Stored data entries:

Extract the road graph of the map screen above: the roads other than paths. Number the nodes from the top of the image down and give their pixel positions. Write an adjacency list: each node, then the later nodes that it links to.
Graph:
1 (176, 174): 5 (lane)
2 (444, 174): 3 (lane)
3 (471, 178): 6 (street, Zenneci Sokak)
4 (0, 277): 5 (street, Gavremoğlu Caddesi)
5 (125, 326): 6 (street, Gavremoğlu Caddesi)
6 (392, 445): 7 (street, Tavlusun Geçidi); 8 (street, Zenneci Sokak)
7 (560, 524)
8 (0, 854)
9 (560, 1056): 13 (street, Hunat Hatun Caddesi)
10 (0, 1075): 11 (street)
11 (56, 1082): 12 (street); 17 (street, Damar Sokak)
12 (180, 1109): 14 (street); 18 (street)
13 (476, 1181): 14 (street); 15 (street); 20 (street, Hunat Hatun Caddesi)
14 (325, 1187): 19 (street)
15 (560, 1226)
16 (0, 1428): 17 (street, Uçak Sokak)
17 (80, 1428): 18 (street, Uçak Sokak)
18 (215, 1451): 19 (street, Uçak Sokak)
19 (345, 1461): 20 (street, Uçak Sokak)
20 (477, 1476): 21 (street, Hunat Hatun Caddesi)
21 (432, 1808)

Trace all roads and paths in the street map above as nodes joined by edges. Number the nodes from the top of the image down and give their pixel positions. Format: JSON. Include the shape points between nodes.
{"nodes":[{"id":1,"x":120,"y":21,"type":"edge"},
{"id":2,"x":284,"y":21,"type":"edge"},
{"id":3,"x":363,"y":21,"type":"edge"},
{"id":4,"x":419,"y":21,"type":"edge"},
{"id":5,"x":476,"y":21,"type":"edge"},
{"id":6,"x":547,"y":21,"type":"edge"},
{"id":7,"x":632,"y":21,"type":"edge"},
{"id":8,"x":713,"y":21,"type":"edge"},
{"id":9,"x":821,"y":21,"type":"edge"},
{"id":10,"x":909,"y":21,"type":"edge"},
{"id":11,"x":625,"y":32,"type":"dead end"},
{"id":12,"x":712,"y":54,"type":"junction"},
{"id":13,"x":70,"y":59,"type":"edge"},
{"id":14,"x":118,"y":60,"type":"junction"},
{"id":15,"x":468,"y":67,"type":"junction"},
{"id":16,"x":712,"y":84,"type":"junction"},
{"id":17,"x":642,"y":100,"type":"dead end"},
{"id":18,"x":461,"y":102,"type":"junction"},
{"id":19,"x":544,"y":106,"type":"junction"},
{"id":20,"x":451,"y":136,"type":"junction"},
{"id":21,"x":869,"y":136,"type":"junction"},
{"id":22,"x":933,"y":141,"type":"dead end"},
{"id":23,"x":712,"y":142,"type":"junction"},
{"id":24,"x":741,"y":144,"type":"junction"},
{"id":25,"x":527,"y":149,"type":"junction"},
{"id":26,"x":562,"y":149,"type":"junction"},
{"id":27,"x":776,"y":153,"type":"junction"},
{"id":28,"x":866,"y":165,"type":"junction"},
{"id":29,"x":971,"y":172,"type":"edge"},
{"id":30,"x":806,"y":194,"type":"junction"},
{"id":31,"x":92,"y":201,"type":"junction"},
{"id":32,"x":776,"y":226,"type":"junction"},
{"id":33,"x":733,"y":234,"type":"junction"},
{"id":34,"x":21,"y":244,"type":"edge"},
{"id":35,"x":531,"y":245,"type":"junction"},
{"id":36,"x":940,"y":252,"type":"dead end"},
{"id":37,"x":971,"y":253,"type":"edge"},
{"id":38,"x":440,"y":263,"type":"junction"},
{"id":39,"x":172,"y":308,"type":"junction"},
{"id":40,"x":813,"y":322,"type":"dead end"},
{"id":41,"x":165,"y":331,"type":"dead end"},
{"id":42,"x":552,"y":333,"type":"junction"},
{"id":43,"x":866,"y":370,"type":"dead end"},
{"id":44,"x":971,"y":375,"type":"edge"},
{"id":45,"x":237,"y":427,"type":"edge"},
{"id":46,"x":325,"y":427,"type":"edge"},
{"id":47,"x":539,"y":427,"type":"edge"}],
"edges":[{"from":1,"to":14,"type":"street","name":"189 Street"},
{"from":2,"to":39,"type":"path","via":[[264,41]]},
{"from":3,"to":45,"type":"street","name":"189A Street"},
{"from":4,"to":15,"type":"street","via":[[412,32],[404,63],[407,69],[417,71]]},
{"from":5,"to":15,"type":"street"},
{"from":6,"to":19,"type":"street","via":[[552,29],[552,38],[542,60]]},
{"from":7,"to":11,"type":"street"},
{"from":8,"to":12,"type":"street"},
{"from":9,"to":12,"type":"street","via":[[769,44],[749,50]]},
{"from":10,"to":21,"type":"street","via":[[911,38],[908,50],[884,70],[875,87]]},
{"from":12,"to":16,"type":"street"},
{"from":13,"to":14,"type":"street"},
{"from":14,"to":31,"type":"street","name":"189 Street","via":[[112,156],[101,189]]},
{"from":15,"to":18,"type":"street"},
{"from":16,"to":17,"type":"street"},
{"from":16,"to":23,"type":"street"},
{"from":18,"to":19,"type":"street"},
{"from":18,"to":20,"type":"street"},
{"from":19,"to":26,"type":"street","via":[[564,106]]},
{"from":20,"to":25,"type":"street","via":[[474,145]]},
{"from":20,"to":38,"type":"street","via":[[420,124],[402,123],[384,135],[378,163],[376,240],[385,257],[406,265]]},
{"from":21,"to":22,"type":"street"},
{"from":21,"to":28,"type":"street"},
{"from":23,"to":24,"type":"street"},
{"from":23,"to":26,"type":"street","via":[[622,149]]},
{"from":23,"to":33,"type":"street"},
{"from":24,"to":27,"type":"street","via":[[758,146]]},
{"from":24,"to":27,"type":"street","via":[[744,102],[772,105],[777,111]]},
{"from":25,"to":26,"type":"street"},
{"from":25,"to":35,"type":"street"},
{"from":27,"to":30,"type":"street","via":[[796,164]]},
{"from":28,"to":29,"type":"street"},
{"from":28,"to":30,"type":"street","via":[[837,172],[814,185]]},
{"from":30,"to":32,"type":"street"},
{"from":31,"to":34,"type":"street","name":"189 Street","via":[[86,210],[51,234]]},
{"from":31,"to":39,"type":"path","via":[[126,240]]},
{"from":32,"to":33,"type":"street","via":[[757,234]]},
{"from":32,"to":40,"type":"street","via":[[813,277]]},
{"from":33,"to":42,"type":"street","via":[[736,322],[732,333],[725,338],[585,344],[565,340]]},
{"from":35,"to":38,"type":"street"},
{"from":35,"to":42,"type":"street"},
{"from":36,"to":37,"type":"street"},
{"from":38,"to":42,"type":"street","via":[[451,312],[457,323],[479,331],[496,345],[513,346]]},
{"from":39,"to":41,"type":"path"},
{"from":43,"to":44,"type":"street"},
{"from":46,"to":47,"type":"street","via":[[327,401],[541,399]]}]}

WORK ORDER:
Could each line above be retyped exactly?

EXERCISE OUTPUT:
Extract the road graph of the map screen above: the roads other than paths. Number the nodes from the top of the image down and give their pixel positions. Write an adjacency list: each node, then the later nodes that it links to.
Graph:
1 (176, 174): 5 (lane)
2 (444, 174): 3 (lane)
3 (471, 178): 6 (street, Zenneci Sokak)
4 (0, 277): 5 (street, Gavremoğlu Caddesi)
5 (125, 326): 6 (street, Gavremoğlu Caddesi)
6 (392, 445): 7 (street, Tavlusun Geçidi); 8 (street, Zenneci Sokak)
7 (560, 524)
8 (0, 854)
9 (560, 1056): 13 (street, Hunat Hatun Caddesi)
10 (0, 1075): 11 (street)
11 (56, 1082): 12 (street); 17 (street, Damar Sokak)
12 (180, 1109): 14 (street); 18 (street)
13 (476, 1181): 14 (street); 15 (street); 20 (street, Hunat Hatun Caddesi)
14 (325, 1187): 19 (street)
15 (560, 1226)
16 (0, 1428): 17 (street, Uçak Sokak)
17 (80, 1428): 18 (street, Uçak Sokak)
18 (215, 1451): 19 (street, Uçak Sokak)
19 (345, 1461): 20 (street, Uçak Sokak)
20 (477, 1476): 21 (street, Hunat Hatun Caddesi)
21 (432, 1808)

Trace all roads and paths in the street map above as nodes joined by edges. Number the nodes from the top of the image down and give their pixel positions. Format: JSON. Include the shape points between nodes.
{"nodes":[{"id":1,"x":120,"y":21,"type":"edge"},
{"id":2,"x":284,"y":21,"type":"edge"},
{"id":3,"x":363,"y":21,"type":"edge"},
{"id":4,"x":419,"y":21,"type":"edge"},
{"id":5,"x":476,"y":21,"type":"edge"},
{"id":6,"x":547,"y":21,"type":"edge"},
{"id":7,"x":632,"y":21,"type":"edge"},
{"id":8,"x":713,"y":21,"type":"edge"},
{"id":9,"x":821,"y":21,"type":"edge"},
{"id":10,"x":909,"y":21,"type":"edge"},
{"id":11,"x":625,"y":32,"type":"dead end"},
{"id":12,"x":712,"y":54,"type":"junction"},
{"id":13,"x":70,"y":59,"type":"edge"},
{"id":14,"x":118,"y":60,"type":"junction"},
{"id":15,"x":468,"y":67,"type":"junction"},
{"id":16,"x":712,"y":84,"type":"junction"},
{"id":17,"x":642,"y":100,"type":"dead end"},
{"id":18,"x":461,"y":102,"type":"junction"},
{"id":19,"x":544,"y":106,"type":"junction"},
{"id":20,"x":451,"y":136,"type":"junction"},
{"id":21,"x":869,"y":136,"type":"junction"},
{"id":22,"x":933,"y":141,"type":"dead end"},
{"id":23,"x":712,"y":142,"type":"junction"},
{"id":24,"x":741,"y":144,"type":"junction"},
{"id":25,"x":527,"y":149,"type":"junction"},
{"id":26,"x":562,"y":149,"type":"junction"},
{"id":27,"x":776,"y":153,"type":"junction"},
{"id":28,"x":866,"y":165,"type":"junction"},
{"id":29,"x":971,"y":172,"type":"edge"},
{"id":30,"x":806,"y":194,"type":"junction"},
{"id":31,"x":92,"y":201,"type":"junction"},
{"id":32,"x":776,"y":226,"type":"junction"},
{"id":33,"x":733,"y":234,"type":"junction"},
{"id":34,"x":21,"y":244,"type":"edge"},
{"id":35,"x":531,"y":245,"type":"junction"},
{"id":36,"x":940,"y":252,"type":"dead end"},
{"id":37,"x":971,"y":253,"type":"edge"},
{"id":38,"x":440,"y":263,"type":"junction"},
{"id":39,"x":172,"y":308,"type":"junction"},
{"id":40,"x":813,"y":322,"type":"dead end"},
{"id":41,"x":165,"y":331,"type":"dead end"},
{"id":42,"x":552,"y":333,"type":"junction"},
{"id":43,"x":866,"y":370,"type":"dead end"},
{"id":44,"x":971,"y":375,"type":"edge"},
{"id":45,"x":237,"y":427,"type":"edge"},
{"id":46,"x":325,"y":427,"type":"edge"},
{"id":47,"x":539,"y":427,"type":"edge"}],
"edges":[{"from":1,"to":14,"type":"street","name":"189 Street"},
{"from":2,"to":39,"type":"path","via":[[264,41]]},
{"from":3,"to":45,"type":"street","name":"189A Street"},
{"from":4,"to":15,"type":"street","via":[[412,32],[404,63],[407,69],[417,71]]},
{"from":5,"to":15,"type":"street"},
{"from":6,"to":19,"type":"street","via":[[552,29],[552,38],[542,60]]},
{"from":7,"to":11,"type":"street"},
{"from":8,"to":12,"type":"street"},
{"from":9,"to":12,"type":"street","via":[[769,44],[749,50]]},
{"from":10,"to":21,"type":"street","via":[[911,38],[908,50],[884,70],[875,87]]},
{"from":12,"to":16,"type":"street"},
{"from":13,"to":14,"type":"street"},
{"from":14,"to":31,"type":"street","name":"189 Street","via":[[112,156],[101,189]]},
{"from":15,"to":18,"type":"street"},
{"from":16,"to":17,"type":"street"},
{"from":16,"to":23,"type":"street"},
{"from":18,"to":19,"type":"street"},
{"from":18,"to":20,"type":"street"},
{"from":19,"to":26,"type":"street","via":[[564,106]]},
{"from":20,"to":25,"type":"street","via":[[474,145]]},
{"from":20,"to":38,"type":"street","via":[[420,124],[402,123],[384,135],[378,163],[376,240],[385,257],[406,265]]},
{"from":21,"to":22,"type":"street"},
{"from":21,"to":28,"type":"street"},
{"from":23,"to":24,"type":"street"},
{"from":23,"to":26,"type":"street","via":[[622,149]]},
{"from":23,"to":33,"type":"street"},
{"from":24,"to":27,"type":"street","via":[[758,146]]},
{"from":24,"to":27,"type":"street","via":[[744,102],[772,105],[777,111]]},
{"from":25,"to":26,"type":"street"},
{"from":25,"to":35,"type":"street"},
{"from":27,"to":30,"type":"street","via":[[796,164]]},
{"from":28,"to":29,"type":"street"},
{"from":28,"to":30,"type":"street","via":[[837,172],[814,185]]},
{"from":30,"to":32,"type":"street"},
{"from":31,"to":34,"type":"street","name":"189 Street","via":[[86,210],[51,234]]},
{"from":31,"to":39,"type":"path","via":[[126,240]]},
{"from":32,"to":33,"type":"street","via":[[757,234]]},
{"from":32,"to":40,"type":"street","via":[[813,277]]},
{"from":33,"to":42,"type":"street","via":[[736,322],[732,333],[725,338],[585,344],[565,340]]},
{"from":35,"to":38,"type":"street"},
{"from":35,"to":42,"type":"street"},
{"from":36,"to":37,"type":"street"},
{"from":38,"to":42,"type":"street","via":[[451,312],[457,323],[479,331],[496,345],[513,346]]},
{"from":39,"to":41,"type":"path"},
{"from":43,"to":44,"type":"street"},
{"from":46,"to":47,"type":"street","via":[[327,401],[541,399]]}]}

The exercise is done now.